DIRECTIONS:
Copy down the listing below exactly. Do not include pictures.

### RECORDED INFORMATION ###

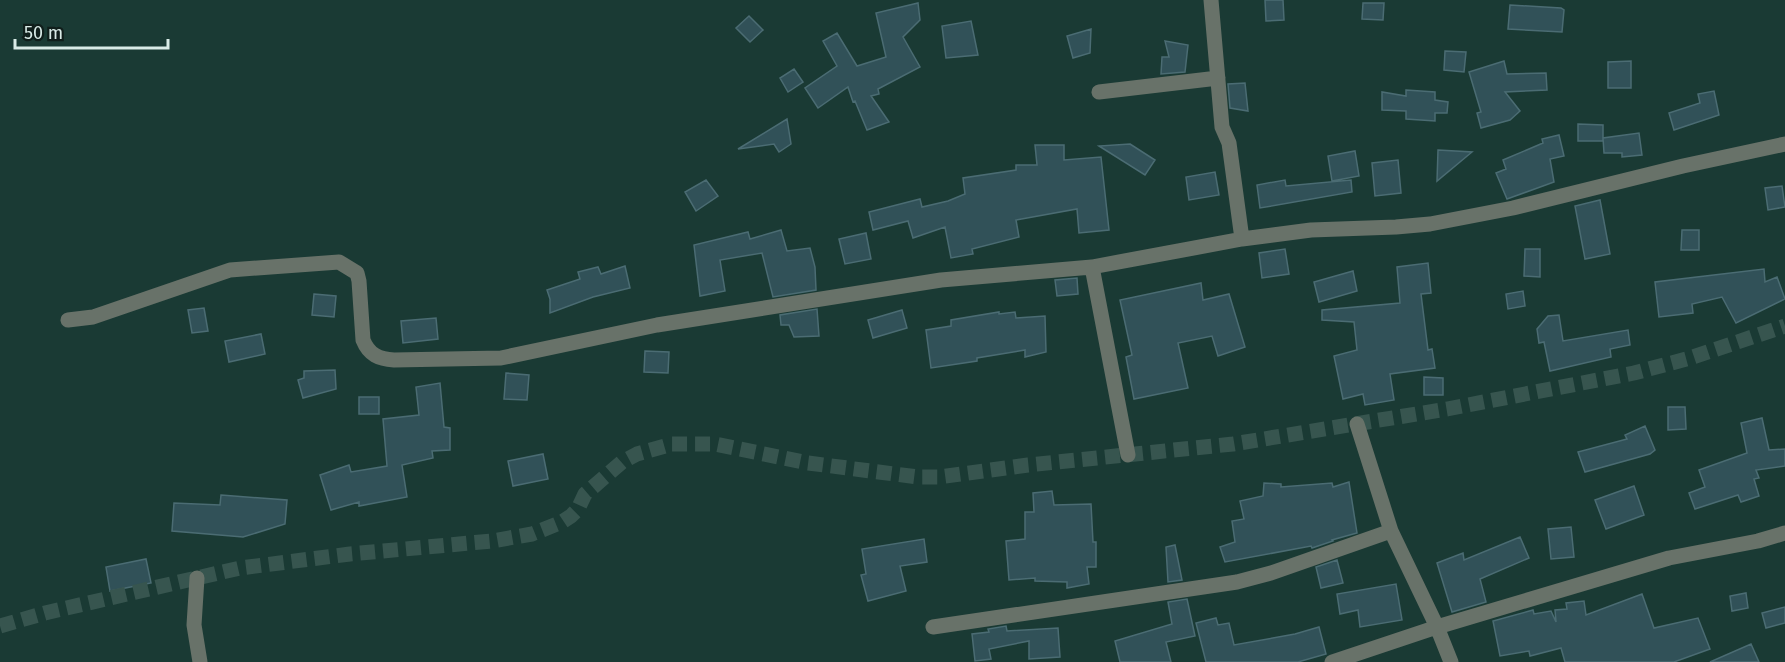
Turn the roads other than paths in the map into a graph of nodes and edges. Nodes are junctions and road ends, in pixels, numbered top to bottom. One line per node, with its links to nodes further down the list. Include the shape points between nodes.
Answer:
1 (1211, 0): 2 (street)
2 (1218, 78): 3 (street); 5 (street, via 1222,127 1229,143)
3 (1099, 92)
4 (1785, 144): 5 (street, via 1440,222 1311,230)
5 (1242, 239): 6 (street)
6 (1092, 267): 7 (street, via 941,280 657,325 501,358 394,360 372,354 363,340 357,273 339,262 230,270 93,317); 9 (street)
7 (68, 320)
8 (1357, 424): 10 (street)
9 (1128, 454)
10 (1391, 531): 13 (street, via 1237,582); 14 (street)
11 (1785, 533): 14 (street, via 1669,558)
12 (197, 578): 15 (street, via 194,625)
13 (933, 627)
14 (1437, 627): 16 (street); 17 (street)
15 (200, 662)
16 (1332, 662)
17 (1451, 662)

###

EXERCISE RESULT:
Turn the roads other than paths in the map into a graph of nodes and edges. Nodes are junctions and road ends, in pixels, numbered top to bottom. One line per node, with its links to nodes further down the list. Include the shape points between nodes.
Answer:
1 (1211, 0): 2 (street)
2 (1218, 78): 3 (street); 5 (street, via 1222,127 1229,143)
3 (1099, 92)
4 (1785, 144): 5 (street, via 1440,222 1311,230)
5 (1242, 239): 6 (street)
6 (1092, 267): 7 (street, via 941,280 657,325 501,358 394,360 372,354 363,340 357,273 339,262 230,270 93,317); 9 (street)
7 (68, 320)
8 (1357, 424): 10 (street)
9 (1128, 454)
10 (1391, 531): 13 (street, via 1237,582); 14 (street)
11 (1785, 533): 14 (street, via 1669,558)
12 (197, 578): 15 (street, via 194,625)
13 (933, 627)
14 (1437, 627): 16 (street); 17 (street)
15 (200, 662)
16 (1332, 662)
17 (1451, 662)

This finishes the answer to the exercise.